(Dataset entries)
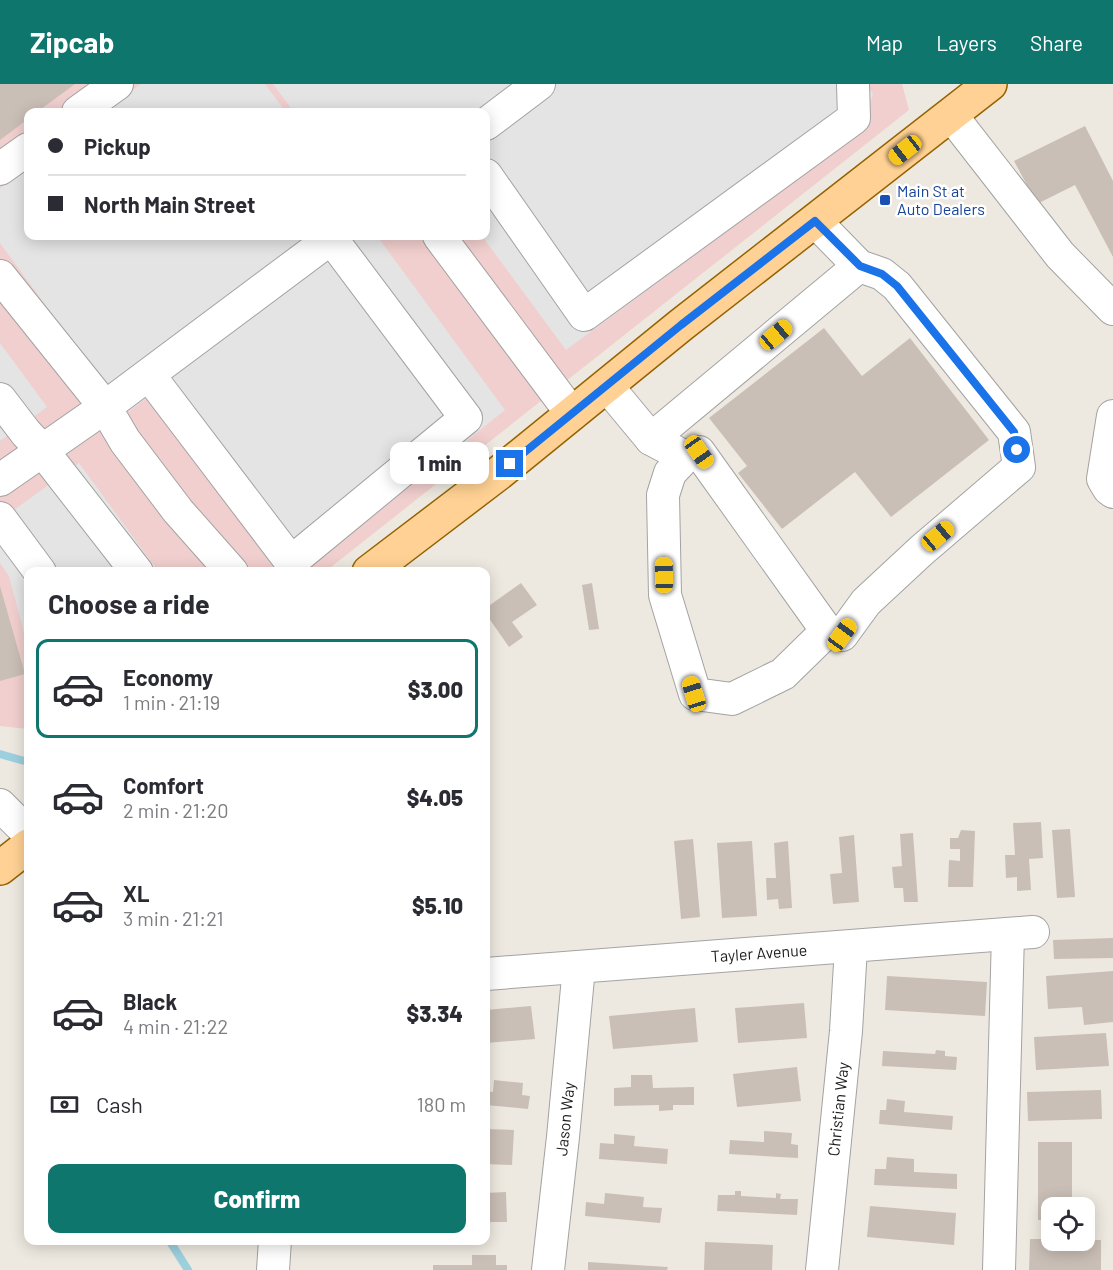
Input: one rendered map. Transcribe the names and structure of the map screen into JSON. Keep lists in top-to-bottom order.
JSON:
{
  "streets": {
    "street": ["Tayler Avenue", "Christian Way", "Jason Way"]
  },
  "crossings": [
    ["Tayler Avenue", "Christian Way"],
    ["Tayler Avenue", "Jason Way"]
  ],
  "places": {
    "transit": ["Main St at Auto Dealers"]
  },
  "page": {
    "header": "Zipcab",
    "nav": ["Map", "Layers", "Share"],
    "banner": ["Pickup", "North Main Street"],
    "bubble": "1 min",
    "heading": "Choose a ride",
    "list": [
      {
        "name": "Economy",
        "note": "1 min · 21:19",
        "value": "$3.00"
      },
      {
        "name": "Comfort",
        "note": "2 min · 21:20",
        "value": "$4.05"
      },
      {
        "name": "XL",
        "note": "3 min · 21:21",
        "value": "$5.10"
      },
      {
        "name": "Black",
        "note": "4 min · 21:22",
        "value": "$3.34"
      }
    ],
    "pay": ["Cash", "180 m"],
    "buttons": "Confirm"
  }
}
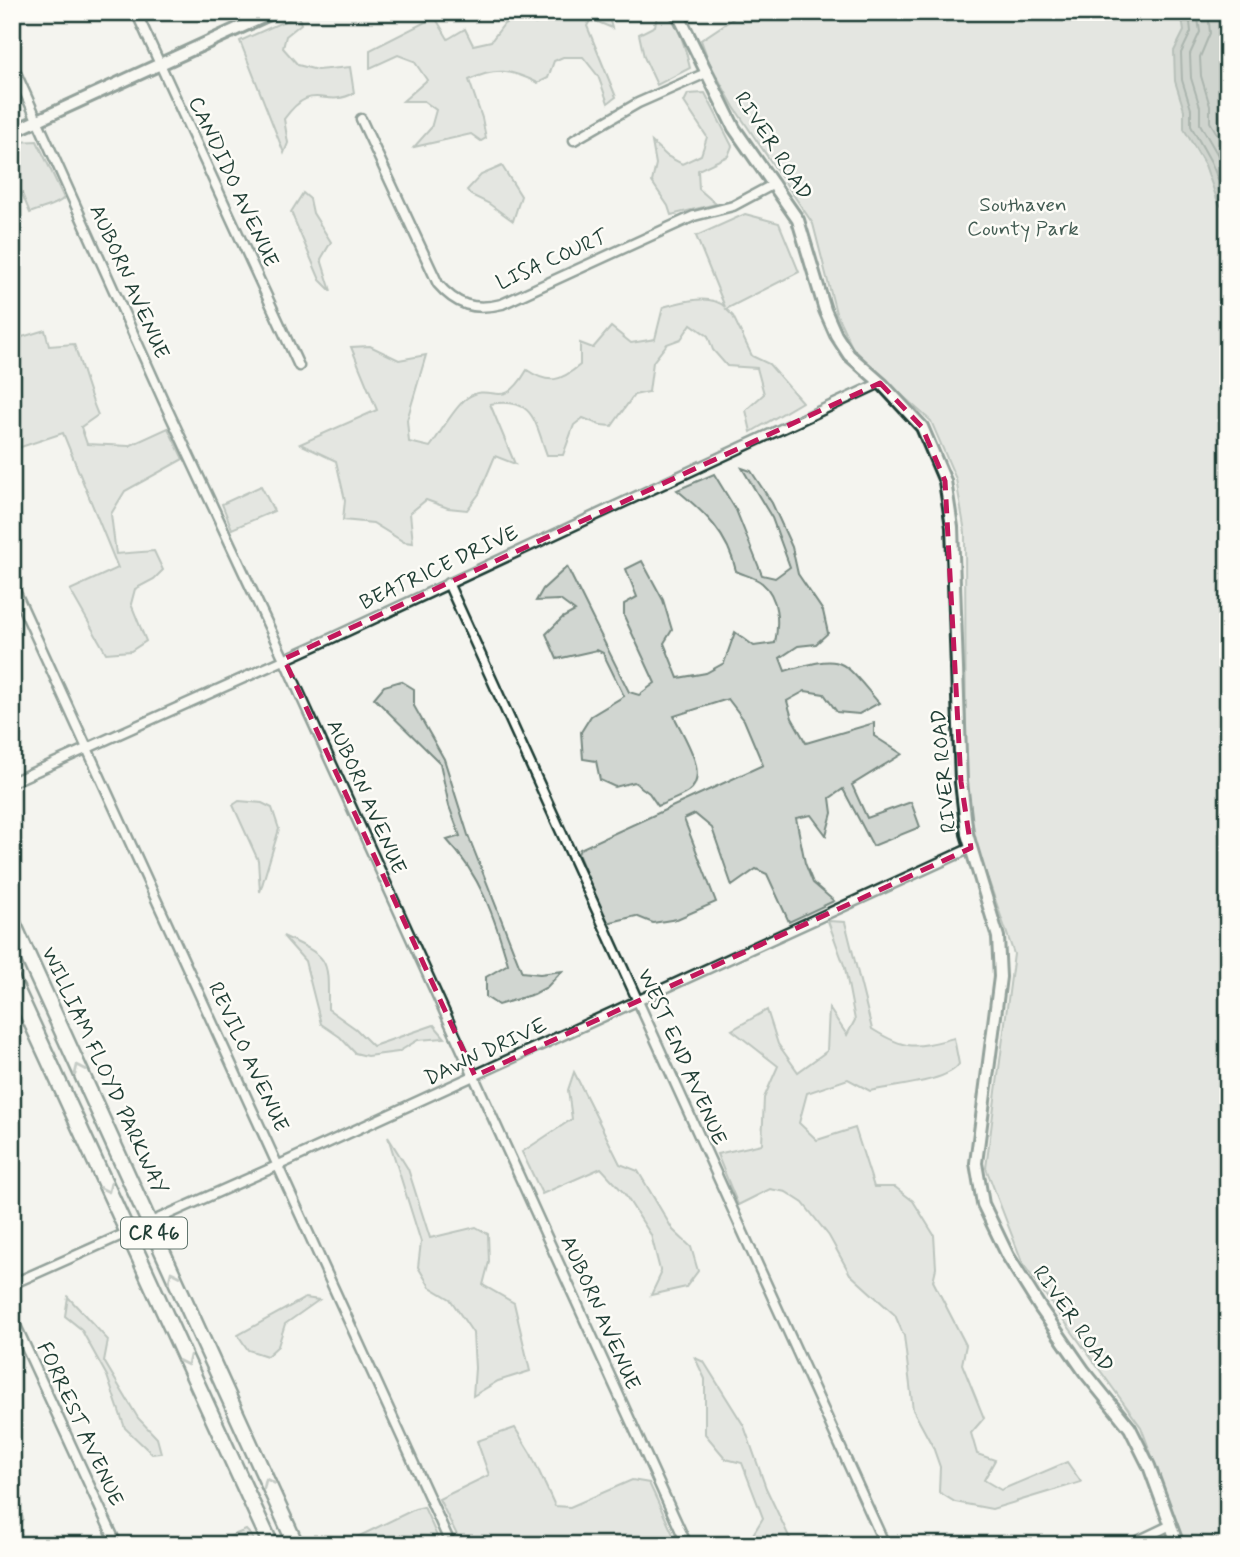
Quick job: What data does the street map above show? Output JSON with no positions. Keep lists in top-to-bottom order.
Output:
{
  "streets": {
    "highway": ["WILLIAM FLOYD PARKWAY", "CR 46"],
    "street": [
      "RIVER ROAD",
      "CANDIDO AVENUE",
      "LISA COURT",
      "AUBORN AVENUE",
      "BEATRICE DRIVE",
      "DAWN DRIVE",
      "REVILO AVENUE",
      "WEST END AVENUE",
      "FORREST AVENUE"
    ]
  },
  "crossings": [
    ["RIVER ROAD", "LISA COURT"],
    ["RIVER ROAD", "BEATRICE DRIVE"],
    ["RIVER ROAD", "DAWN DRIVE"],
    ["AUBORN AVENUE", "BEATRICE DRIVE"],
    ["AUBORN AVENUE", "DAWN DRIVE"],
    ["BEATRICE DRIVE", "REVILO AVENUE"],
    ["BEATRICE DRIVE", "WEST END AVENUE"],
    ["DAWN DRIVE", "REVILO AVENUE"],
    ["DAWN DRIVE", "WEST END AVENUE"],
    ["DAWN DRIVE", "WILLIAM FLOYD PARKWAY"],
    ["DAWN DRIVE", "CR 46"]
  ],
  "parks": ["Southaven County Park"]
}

• **TASK BRIEF**
If an entry holds a picture, skip the picture and print the rest of the data exactly.

• **TASK OUTPUT**
Input: one rendered map. Transcribe the names and structure of the map screen into JSON. Keep lists in top-to-bottom order.
JSON:
{
  "streets": {
    "street": ["Tayler Avenue", "Christian Way", "Jason Way"]
  },
  "crossings": [
    ["Tayler Avenue", "Christian Way"],
    ["Tayler Avenue", "Jason Way"]
  ],
  "places": {
    "transit": ["Main St at Auto Dealers"]
  },
  "page": {
    "header": "Zipcab",
    "nav": ["Map", "Layers", "Share"],
    "banner": ["Pickup", "North Main Street"],
    "bubble": "1 min",
    "heading": "Choose a ride",
    "list": [
      {
        "name": "Economy",
        "note": "1 min · 21:19",
        "value": "$3.00"
      },
      {
        "name": "Comfort",
        "note": "2 min · 21:20",
        "value": "$4.05"
      },
      {
        "name": "XL",
        "note": "3 min · 21:21",
        "value": "$5.10"
      },
      {
        "name": "Black",
        "note": "4 min · 21:22",
        "value": "$3.34"
      }
    ],
    "pay": ["Cash", "180 m"],
    "buttons": "Confirm"
  }
}
Quick job: What data does the street map above show? Output JSON with no positions. Keep lists in top-to-bottom order.
Output:
{
  "streets": {
    "highway": ["WILLIAM FLOYD PARKWAY", "CR 46"],
    "street": [
      "RIVER ROAD",
      "CANDIDO AVENUE",
      "LISA COURT",
      "AUBORN AVENUE",
      "BEATRICE DRIVE",
      "DAWN DRIVE",
      "REVILO AVENUE",
      "WEST END AVENUE",
      "FORREST AVENUE"
    ]
  },
  "crossings": [
    ["RIVER ROAD", "LISA COURT"],
    ["RIVER ROAD", "BEATRICE DRIVE"],
    ["RIVER ROAD", "DAWN DRIVE"],
    ["AUBORN AVENUE", "BEATRICE DRIVE"],
    ["AUBORN AVENUE", "DAWN DRIVE"],
    ["BEATRICE DRIVE", "REVILO AVENUE"],
    ["BEATRICE DRIVE", "WEST END AVENUE"],
    ["DAWN DRIVE", "REVILO AVENUE"],
    ["DAWN DRIVE", "WEST END AVENUE"],
    ["DAWN DRIVE", "WILLIAM FLOYD PARKWAY"],
    ["DAWN DRIVE", "CR 46"]
  ],
  "parks": ["Southaven County Park"]
}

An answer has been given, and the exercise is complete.